Parodying contemporary British taste for all things Japanese, the original production of The Mikado played in London for two full years. In the town of Titipu, where flirting is a capital crime, the nervous nobles have appointed former prisoner Ko-Ko as Lord High Executioner. Condemned for flirting, Ko-Ko cannot execute anyone unless he beheads himself first. Offended by Ko-Ko's lowly origins, the town officials resign, and Pooh-Bah takes charge of all functions as Lord High Everything Else. Into this setting wanders an unknown minstrel, Nanki-Poo, disguised son of the mighty Mikado, who has displeased his father by refusing to marry elderly Katisha. Nanki-Poo seeks Yum-Yum, the beautiful, self-absorbed ward of Ko-Ko, who is to marry her protector shortly.

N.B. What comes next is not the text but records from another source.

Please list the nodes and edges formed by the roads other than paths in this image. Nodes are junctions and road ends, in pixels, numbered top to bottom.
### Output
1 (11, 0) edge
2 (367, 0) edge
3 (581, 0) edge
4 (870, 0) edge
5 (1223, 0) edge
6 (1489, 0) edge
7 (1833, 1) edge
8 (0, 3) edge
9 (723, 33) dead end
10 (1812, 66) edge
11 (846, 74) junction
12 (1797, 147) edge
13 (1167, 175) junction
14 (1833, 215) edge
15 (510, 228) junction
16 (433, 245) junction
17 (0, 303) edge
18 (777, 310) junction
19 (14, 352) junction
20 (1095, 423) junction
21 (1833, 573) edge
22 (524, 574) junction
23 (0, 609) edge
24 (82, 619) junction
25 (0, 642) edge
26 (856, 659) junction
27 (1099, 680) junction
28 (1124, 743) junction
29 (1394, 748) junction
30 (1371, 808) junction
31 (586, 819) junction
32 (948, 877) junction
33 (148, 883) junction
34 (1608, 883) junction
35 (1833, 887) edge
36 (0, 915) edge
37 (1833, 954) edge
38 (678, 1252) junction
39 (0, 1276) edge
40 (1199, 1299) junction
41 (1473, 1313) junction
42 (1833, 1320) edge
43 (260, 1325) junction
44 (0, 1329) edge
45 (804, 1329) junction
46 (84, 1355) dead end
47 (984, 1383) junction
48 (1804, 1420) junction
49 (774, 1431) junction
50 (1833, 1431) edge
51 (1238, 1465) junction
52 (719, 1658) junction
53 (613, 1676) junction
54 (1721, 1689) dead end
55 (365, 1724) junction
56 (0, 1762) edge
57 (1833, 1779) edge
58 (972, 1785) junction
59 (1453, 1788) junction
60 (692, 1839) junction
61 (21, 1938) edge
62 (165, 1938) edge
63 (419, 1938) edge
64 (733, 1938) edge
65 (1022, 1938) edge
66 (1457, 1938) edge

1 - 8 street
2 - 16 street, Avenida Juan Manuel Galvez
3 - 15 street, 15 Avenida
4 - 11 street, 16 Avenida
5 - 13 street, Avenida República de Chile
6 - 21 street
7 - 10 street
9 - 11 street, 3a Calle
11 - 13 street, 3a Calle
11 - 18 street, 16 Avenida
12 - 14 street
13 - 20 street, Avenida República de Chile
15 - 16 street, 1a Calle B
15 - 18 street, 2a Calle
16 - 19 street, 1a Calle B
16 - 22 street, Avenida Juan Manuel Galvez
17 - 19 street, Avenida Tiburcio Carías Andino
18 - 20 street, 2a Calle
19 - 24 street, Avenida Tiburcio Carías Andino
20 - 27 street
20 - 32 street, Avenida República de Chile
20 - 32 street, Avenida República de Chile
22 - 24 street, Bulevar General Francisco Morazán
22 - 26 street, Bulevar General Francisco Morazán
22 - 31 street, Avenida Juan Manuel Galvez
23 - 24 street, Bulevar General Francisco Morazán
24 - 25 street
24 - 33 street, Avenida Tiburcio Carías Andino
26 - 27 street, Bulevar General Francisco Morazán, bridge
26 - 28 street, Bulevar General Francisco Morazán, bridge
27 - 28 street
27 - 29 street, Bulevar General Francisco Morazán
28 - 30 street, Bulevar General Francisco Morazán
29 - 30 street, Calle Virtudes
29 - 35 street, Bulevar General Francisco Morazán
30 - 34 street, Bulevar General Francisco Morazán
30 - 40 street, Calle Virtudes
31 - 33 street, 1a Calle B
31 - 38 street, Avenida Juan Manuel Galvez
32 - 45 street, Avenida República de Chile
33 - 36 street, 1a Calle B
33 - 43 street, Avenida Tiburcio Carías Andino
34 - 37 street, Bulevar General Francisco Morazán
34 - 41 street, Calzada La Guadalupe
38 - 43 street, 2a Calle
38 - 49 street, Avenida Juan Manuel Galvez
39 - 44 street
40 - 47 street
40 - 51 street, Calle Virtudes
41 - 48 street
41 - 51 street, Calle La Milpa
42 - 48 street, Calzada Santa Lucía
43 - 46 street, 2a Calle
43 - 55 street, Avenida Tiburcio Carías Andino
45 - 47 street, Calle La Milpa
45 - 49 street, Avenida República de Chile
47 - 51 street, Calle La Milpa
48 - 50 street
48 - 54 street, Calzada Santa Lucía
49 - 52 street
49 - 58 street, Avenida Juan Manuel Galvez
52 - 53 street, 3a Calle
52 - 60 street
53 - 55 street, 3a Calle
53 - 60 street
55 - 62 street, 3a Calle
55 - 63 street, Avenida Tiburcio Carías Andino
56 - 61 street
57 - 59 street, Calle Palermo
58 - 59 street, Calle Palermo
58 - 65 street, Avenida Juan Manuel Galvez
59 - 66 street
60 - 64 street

Learning of the upcoming marriage, Nanki-Poo is preparing to hang himself in despair when an edict arrives from the Mikado warning that Titipu is overdue for an execution. Ko-Ko devises a clever plan to marry Yum-Yum to Nanki-Poo for one month, after which the groom will be executed, fulfilling the Mikado's order and leaving the bride free to marry Ko-Ko. Hilarious complications ensue, and when the Mikado discovers that his son has apparently been beheaded, Ko-Ko must marry Katisha to escape execution. Yum-Yum and Nanki-Poo, alive and secretly wedded, emerge from hiding and Ko-Ko uses his zany, illogical reasoning to appease the Mikado.